Prüfen Sie Ihre Kundenakten. Vermerken Sie Zahlungsausfälle und gleichen Sie Zahlungseingänge und Rechnungen regelmäßig ab. So erhalten Sie eine Übersicht über die Zahlungswilligkeit und Pünktlichkeit Ihrer Kunden.

Fazit: Durch effektives Forderungsmanagement zu weniger Zahlungsausfällen

Das Thema Zahlungsausfall ist bei den meisten Unternehmern oft erst relevant, wenn ein Kunde in Verzug geraten ist. Dabei hilft es sehr, wenn Sie das Thema an der Wurzel anpacken und präventiv tätig werden. Tritt dann ein Zahlungsausfall ein, sind Sie optimal darauf vorbereitet.

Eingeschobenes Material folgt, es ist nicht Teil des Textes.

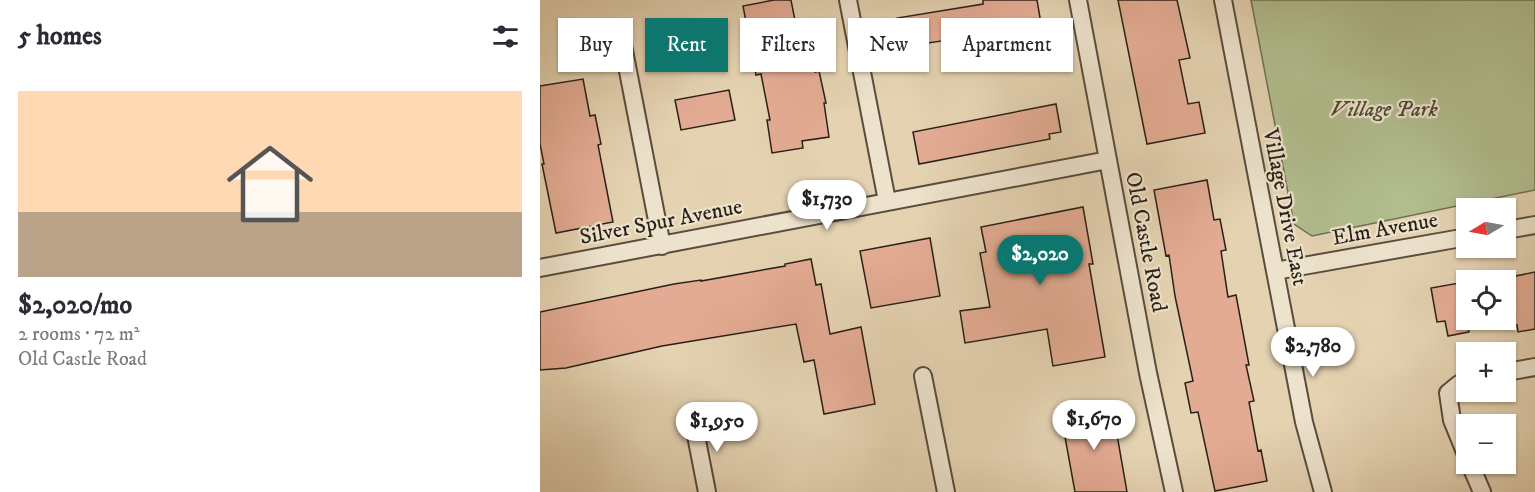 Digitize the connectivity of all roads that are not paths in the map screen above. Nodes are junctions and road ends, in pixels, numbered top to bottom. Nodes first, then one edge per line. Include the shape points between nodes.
1 (848, 0) edge
2 (1078, 0) edge
3 (1223, 0) edge
4 (628, 72) edge
5 (1108, 160) junction
6 (886, 201) junction
7 (1535, 225) edge
8 (1516, 228) edge
9 (1456, 239) edge
10 (662, 246) junction
11 (540, 268) edge
12 (1275, 271) junction
13 (1535, 367) edge
14 (1516, 370) edge
15 (923, 376) dead end
16 (1456, 386) edge
17 (693, 420) dead end
18 (1456, 430) edge
19 (1474, 474) edge
20 (706, 492) edge
21 (946, 492) edge
22 (1174, 492) edge
23 (1323, 492) edge
24 (1482, 492) edge

1 - 6 street
2 - 5 street, Old Castle Road
3 - 12 street, Village Drive East
4 - 10 street
5 - 6 street, Silver Spur Avenue
5 - 22 street, Old Castle Road
6 - 10 street, Silver Spur Avenue
7 - 8 street
9 - 12 street, Elm Avenue
10 - 11 street, Silver Spur Avenue
12 - 23 street, Village Drive East via 1304,422
13 - 14 street
15 - 21 street
16 - 18 street via 1448,393
17 - 20 street
19 - 24 street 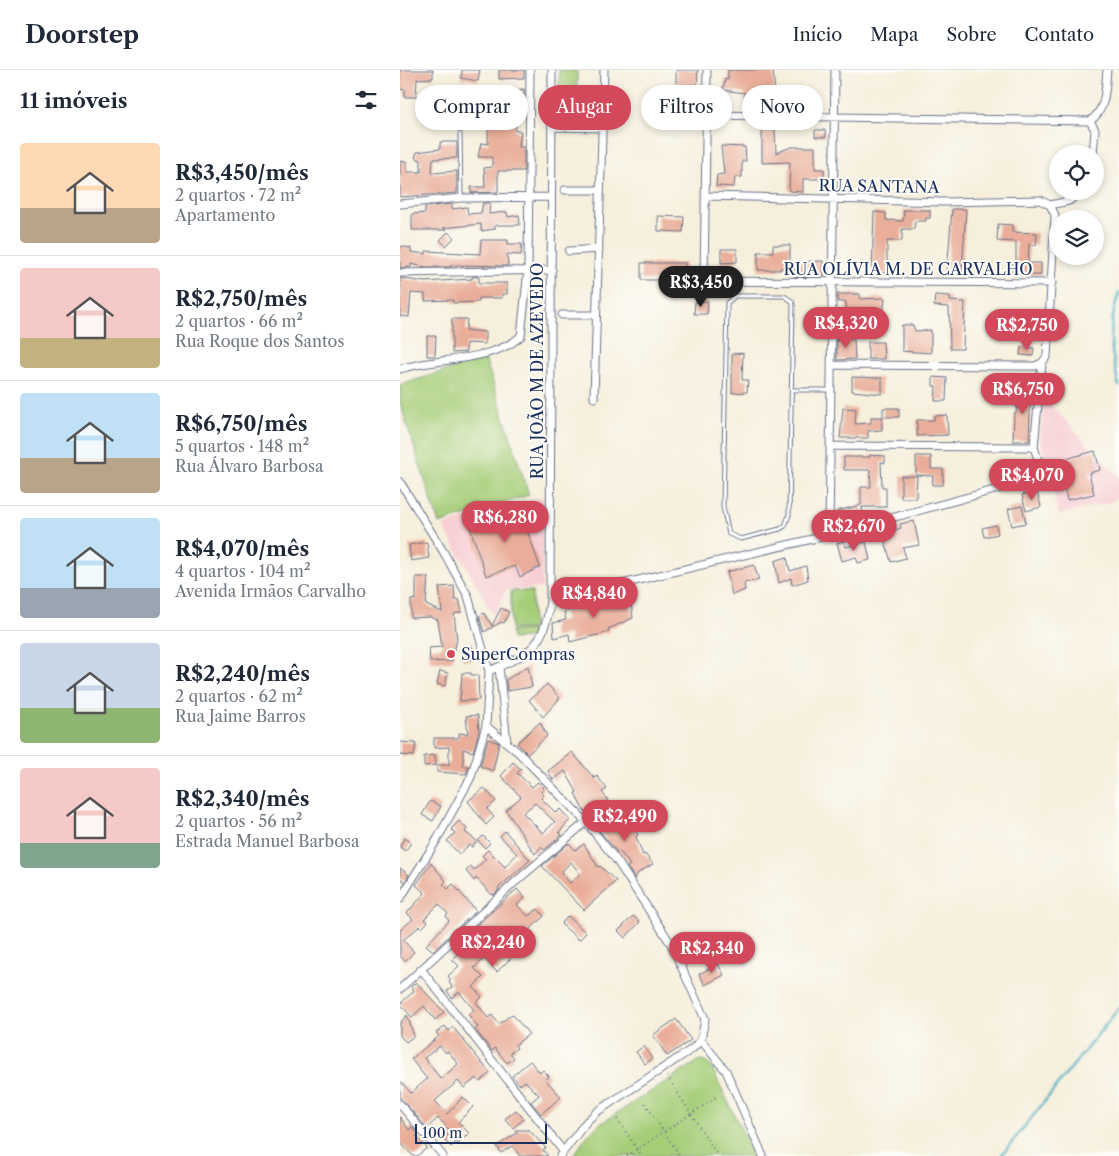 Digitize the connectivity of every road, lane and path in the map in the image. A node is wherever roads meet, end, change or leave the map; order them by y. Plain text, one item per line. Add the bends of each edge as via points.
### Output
1 (530, 70) edge
2 (552, 70) edge
3 (604, 70) edge
4 (707, 70) edge
5 (835, 70) edge
6 (1107, 70) edge
7 (552, 85) edge
8 (603, 85) edge
9 (707, 85) edge
10 (732, 115) edge
11 (835, 117) junction
12 (1090, 121) junction
13 (552, 130) edge
14 (602, 130) edge
15 (707, 130) edge
16 (460, 134) dead end
17 (1094, 145) edge
18 (565, 190) dead end
19 (600, 190) junction
20 (706, 196) junction
21 (551, 197) junction
22 (461, 198) junction
23 (834, 198) junction
24 (529, 199) junction
25 (1070, 200) edge
26 (400, 204) edge
27 (1050, 205) junction
28 (599, 249) junction
29 (569, 251) dead end
30 (528, 270) junction
31 (552, 270) junction
32 (400, 273) edge
33 (832, 282) junction
34 (1052, 283) junction
35 (562, 315) dead end
36 (596, 315) junction
37 (1042, 363) junction
38 (832, 366) junction
39 (400, 369) edge
40 (792, 390) junction
41 (832, 390) junction
42 (594, 398) dead end
43 (830, 446) junction
44 (1034, 447) junction
45 (400, 482) edge
46 (829, 535) junction
47 (550, 601) junction
48 (499, 667) junction
49 (489, 671) junction
50 (486, 726) junction
51 (507, 743) junction
52 (586, 822) junction
53 (400, 899) edge
54 (422, 969) junction
55 (400, 989) edge
56 (701, 1040) junction
57 (663, 1070) junction
58 (718, 1096) dead end
59 (645, 1103) dead end
60 (401, 1107) edge
61 (692, 1114) junction
62 (617, 1119) dead end
63 (665, 1133) junction
64 (637, 1150) junction
65 (562, 1154) edge
66 (443, 1156) edge
67 (627, 1156) edge
68 (642, 1156) edge
69 (680, 1156) edge
70 (718, 1156) edge
71 (763, 1156) edge

1 - 24 street
2 - 7 street, RUA JOÃO M DE AZEVEDO
3 - 8 street
4 - 9 street
5 - 11 street
6 - 12 street via 1104,103 1098,115
10 - 11 street
11 - 12 street
11 - 23 street
12 - 17 street via 1095,130
13 - 21 street, RUA JOÃO M DE AZEVEDO
14 - 19 street
15 - 20 street
16 - 22 lane
18 - 19 street
19 - 28 street
20 - 23 street, RUA SANTANA
20 - 33 street, RUA OLÍVIA M. DE CARVALHO via 704,281
21 - 24 street
21 - 31 street, RUA JOÃO M DE AZEVEDO
22 - 24 street
22 - 26 street
23 - 27 street, RUA SANTANA via 945,202 1040,200
23 - 33 street
24 - 30 street
25 - 27 street
27 - 34 street via 1055,215
28 - 29 street
28 - 36 street
30 - 31 street
30 - 32 street
30 - 39 street via 521,336 511,345 468,357
31 - 47 street, RUA JOÃO M DE AZEVEDO
33 - 34 street, RUA OLÍVIA M. DE CARVALHO
33 - 38 street
34 - 37 street via 1047,356
35 - 36 street
36 - 42 street
37 - 38 street via 1035,366
37 - 44 street
38 - 41 street
40 - 40 lane via 792,301 784,296 730,298 727,303 722,491 726,530 736,538 780,529 787,523
40 - 41 lane
41 - 43 street
43 - 44 street
43 - 46 street
44 - 46 street via 1041,469 1038,478
45 - 49 street via 464,585
46 - 47 street
47 - 48 street, RUA JOÃO M DE AZEVEDO via 547,624 537,644 519,658
48 - 49 street, RUA JOÃO M DE AZEVEDO
48 - 51 street
49 - 50 street
50 - 51 street
50 - 53 street via 471,777
51 - 52 street
52 - 54 street via 514,882
52 - 56 street via 617,861 671,944 705,1019
54 - 55 street
54 - 65 street
56 - 57 street
56 - 71 street via 726,1071
57 - 61 path
57 - 65 street via 598,1111
58 - 61 path
59 - 63 path
60 - 66 street
61 - 63 path
61 - 70 path
62 - 64 path
63 - 64 path
63 - 69 path
64 - 67 path
64 - 68 path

Für die Optimierung Ihres Forderungsmanagements kann ein erfahrener Dienstleister hilfreich sein. Dieser kann beispielsweise Zahlungserinnerungen und Mahnungen zu definierten Zeitpunkten verschicken und so den gesamten Prozess beschleunigen. Zudem erfolgen schriftliche Formulierungen und telefonische Kontakte stets mit Rücksicht auf die Kundenbeziehungen, gespeist aus vielen Jahren internationaler Erfahrung in diesem Bereich.